EXERCISE DETAILS: Your task is to reproduce exactly the lines that run from the beginning of the data through the line where "Build a gazetteer for this picture" appears.
··· ENTRIES SUPPLIED ···
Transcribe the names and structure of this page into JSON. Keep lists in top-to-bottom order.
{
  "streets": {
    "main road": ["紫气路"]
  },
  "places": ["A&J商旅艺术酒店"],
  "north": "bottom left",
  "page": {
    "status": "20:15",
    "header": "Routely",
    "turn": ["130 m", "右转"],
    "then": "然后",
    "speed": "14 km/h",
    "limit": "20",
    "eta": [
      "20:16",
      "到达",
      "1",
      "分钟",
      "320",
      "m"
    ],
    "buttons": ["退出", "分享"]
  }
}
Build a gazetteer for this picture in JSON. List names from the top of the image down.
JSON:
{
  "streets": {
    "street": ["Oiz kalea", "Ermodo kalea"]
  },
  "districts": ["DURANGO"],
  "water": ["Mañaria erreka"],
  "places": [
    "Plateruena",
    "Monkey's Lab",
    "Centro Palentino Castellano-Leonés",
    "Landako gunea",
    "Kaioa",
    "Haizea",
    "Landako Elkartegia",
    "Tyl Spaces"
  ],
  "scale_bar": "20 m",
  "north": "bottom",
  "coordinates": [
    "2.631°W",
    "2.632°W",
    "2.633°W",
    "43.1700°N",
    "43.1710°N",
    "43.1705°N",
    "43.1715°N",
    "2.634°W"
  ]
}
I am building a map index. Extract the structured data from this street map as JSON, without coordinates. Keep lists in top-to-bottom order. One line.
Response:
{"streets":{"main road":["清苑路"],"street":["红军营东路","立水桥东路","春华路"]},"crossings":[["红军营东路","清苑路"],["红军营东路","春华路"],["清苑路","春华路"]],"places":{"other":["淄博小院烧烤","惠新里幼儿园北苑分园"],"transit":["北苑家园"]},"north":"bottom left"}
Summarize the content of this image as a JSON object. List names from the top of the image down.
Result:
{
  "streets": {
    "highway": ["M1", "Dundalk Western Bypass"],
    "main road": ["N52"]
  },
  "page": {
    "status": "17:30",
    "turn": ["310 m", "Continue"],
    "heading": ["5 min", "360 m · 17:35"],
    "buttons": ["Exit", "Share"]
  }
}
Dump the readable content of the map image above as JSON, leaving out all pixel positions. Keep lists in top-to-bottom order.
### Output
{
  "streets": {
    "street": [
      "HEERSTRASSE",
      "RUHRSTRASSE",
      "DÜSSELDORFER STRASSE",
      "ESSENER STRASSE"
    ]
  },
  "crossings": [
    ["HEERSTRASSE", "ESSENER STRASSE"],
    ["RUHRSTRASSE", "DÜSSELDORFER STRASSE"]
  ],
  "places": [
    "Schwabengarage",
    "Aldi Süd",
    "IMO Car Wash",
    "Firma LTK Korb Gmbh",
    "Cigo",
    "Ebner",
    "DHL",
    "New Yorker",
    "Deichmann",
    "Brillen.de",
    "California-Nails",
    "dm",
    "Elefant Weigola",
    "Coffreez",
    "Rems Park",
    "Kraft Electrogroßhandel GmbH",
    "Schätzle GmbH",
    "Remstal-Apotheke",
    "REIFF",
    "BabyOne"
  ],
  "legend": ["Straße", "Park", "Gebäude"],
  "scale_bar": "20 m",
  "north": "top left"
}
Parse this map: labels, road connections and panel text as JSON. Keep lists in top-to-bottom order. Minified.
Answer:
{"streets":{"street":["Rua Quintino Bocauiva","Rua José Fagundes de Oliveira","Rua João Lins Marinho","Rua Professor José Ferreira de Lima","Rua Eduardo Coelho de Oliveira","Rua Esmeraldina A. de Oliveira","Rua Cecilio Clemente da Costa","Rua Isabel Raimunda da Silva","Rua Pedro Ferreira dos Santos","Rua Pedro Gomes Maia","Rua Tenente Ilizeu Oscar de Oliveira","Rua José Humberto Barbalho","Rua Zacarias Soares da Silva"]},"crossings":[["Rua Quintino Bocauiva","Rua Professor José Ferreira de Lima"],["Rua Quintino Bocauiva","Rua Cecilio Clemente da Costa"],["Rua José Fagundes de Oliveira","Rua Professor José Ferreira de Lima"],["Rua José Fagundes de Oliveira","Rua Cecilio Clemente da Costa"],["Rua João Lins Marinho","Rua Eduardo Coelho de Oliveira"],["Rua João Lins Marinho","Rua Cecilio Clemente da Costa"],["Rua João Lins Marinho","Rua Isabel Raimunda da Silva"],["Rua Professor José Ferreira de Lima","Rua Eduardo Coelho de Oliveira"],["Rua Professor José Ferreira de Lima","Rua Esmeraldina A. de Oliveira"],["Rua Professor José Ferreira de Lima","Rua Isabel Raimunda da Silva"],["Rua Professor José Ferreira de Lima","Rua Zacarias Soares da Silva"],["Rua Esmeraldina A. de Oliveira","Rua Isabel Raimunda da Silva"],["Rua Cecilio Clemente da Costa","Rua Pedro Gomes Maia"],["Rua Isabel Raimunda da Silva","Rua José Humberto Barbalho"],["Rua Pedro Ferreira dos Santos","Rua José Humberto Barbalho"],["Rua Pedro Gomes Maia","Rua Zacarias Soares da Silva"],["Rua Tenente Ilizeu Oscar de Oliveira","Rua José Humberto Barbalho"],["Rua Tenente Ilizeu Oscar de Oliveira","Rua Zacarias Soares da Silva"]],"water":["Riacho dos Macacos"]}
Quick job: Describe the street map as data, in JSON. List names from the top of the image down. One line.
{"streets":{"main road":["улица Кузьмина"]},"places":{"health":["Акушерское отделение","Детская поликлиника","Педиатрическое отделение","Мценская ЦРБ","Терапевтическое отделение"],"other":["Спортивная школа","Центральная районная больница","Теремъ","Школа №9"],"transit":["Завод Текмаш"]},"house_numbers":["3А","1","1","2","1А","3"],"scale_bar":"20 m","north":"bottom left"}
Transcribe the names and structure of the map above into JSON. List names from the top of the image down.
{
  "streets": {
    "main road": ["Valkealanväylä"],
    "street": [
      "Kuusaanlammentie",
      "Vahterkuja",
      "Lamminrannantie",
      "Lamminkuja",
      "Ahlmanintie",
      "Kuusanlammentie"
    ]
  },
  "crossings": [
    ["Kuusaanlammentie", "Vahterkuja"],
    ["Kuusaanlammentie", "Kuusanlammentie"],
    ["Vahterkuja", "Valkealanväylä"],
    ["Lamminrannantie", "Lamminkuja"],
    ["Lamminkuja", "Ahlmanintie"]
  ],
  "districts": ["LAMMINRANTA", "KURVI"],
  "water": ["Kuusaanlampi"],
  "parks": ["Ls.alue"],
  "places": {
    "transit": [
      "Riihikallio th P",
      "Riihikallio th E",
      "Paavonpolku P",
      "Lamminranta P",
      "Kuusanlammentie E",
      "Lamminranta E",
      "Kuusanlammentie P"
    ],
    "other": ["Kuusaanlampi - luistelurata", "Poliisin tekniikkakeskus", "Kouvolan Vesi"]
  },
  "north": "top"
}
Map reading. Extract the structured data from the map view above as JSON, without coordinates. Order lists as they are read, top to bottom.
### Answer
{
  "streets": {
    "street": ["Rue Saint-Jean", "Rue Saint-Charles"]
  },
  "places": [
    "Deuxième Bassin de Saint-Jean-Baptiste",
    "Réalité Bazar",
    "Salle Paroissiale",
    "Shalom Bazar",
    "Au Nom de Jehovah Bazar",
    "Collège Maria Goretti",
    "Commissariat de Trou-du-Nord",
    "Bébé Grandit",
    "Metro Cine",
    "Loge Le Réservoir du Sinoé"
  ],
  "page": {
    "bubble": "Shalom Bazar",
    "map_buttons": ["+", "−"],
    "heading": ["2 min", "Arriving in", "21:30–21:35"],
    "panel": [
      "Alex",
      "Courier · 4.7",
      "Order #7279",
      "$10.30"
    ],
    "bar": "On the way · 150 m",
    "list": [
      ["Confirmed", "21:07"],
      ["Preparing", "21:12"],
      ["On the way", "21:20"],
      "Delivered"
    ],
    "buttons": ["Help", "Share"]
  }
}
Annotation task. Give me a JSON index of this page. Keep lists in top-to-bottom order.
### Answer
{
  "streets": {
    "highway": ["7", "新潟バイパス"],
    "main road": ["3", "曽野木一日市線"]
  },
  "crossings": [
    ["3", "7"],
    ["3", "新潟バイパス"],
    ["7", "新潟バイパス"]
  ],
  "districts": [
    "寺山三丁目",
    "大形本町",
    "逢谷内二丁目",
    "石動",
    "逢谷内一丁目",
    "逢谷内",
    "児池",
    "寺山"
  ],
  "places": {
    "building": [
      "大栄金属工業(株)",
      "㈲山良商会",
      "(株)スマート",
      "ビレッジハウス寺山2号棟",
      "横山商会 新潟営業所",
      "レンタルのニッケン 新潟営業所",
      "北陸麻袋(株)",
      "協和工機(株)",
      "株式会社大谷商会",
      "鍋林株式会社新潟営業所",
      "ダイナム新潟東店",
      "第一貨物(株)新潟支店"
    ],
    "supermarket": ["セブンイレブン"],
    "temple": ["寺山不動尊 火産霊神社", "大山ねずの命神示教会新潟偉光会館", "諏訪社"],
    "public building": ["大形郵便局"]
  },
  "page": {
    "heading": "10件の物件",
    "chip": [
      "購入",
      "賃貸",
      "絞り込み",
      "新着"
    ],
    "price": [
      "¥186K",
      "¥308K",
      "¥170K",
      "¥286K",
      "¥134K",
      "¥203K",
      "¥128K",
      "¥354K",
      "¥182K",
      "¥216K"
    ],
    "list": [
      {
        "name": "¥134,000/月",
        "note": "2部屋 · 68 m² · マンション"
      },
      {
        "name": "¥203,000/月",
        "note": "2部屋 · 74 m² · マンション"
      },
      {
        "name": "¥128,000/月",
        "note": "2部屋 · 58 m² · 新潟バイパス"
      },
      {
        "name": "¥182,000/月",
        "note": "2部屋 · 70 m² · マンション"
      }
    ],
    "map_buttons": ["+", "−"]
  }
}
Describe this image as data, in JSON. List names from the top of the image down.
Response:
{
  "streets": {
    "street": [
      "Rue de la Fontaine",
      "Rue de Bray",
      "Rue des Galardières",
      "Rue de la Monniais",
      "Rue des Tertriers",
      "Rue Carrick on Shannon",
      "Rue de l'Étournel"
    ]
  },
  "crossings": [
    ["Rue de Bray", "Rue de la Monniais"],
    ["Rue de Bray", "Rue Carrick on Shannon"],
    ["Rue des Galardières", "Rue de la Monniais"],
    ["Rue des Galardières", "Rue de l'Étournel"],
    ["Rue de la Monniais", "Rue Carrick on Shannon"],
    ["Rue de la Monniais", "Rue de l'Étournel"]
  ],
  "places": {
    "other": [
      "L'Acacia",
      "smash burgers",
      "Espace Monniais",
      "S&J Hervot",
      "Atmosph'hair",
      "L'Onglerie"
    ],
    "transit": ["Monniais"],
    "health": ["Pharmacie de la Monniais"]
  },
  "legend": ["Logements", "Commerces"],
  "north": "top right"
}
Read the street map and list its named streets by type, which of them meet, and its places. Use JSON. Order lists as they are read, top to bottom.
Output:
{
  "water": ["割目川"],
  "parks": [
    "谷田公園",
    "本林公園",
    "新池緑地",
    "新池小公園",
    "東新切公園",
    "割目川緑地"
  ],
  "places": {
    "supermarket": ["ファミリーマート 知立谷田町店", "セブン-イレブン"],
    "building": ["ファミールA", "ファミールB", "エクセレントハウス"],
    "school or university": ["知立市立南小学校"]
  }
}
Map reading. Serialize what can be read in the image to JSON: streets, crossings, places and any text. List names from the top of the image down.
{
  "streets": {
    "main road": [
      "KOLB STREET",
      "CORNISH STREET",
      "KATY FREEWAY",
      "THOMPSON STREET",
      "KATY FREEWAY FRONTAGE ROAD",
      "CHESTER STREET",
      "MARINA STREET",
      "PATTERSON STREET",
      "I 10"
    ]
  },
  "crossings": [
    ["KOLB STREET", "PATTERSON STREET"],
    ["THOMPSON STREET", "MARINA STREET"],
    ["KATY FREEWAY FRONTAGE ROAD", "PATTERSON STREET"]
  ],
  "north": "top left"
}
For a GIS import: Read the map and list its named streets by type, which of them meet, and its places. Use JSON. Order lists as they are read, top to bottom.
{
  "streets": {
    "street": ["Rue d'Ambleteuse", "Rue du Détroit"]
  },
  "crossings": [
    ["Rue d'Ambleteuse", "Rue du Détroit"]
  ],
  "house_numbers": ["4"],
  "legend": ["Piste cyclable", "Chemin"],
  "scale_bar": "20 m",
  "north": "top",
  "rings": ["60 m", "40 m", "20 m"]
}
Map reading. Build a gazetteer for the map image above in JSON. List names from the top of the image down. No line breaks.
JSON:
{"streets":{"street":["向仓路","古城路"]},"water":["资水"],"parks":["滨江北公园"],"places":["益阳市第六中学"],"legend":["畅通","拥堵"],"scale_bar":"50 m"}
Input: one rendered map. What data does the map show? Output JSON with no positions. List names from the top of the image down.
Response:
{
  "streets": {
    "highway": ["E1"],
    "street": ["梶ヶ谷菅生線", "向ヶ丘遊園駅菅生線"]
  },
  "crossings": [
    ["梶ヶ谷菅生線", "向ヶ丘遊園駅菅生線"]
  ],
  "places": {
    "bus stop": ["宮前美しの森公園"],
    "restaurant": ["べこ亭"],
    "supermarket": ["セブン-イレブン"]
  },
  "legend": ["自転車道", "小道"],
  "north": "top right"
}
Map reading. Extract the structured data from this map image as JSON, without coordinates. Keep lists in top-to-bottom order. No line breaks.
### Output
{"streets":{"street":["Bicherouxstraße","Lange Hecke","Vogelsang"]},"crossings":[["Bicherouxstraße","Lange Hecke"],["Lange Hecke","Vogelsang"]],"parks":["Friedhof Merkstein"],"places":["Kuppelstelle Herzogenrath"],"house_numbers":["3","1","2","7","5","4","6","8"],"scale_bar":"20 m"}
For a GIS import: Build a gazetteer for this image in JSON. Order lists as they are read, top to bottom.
···
SOLVED EXERCISE:
Transcribe the names and structure of this page into JSON. Keep lists in top-to-bottom order.
{
  "streets": {
    "main road": ["紫气路"]
  },
  "places": ["A&J商旅艺术酒店"],
  "north": "bottom left",
  "page": {
    "status": "20:15",
    "header": "Routely",
    "turn": ["130 m", "右转"],
    "then": "然后",
    "speed": "14 km/h",
    "limit": "20",
    "eta": [
      "20:16",
      "到达",
      "1",
      "分钟",
      "320",
      "m"
    ],
    "buttons": ["退出", "分享"]
  }
}
Build a gazetteer for this picture in JSON. List names from the top of the image down.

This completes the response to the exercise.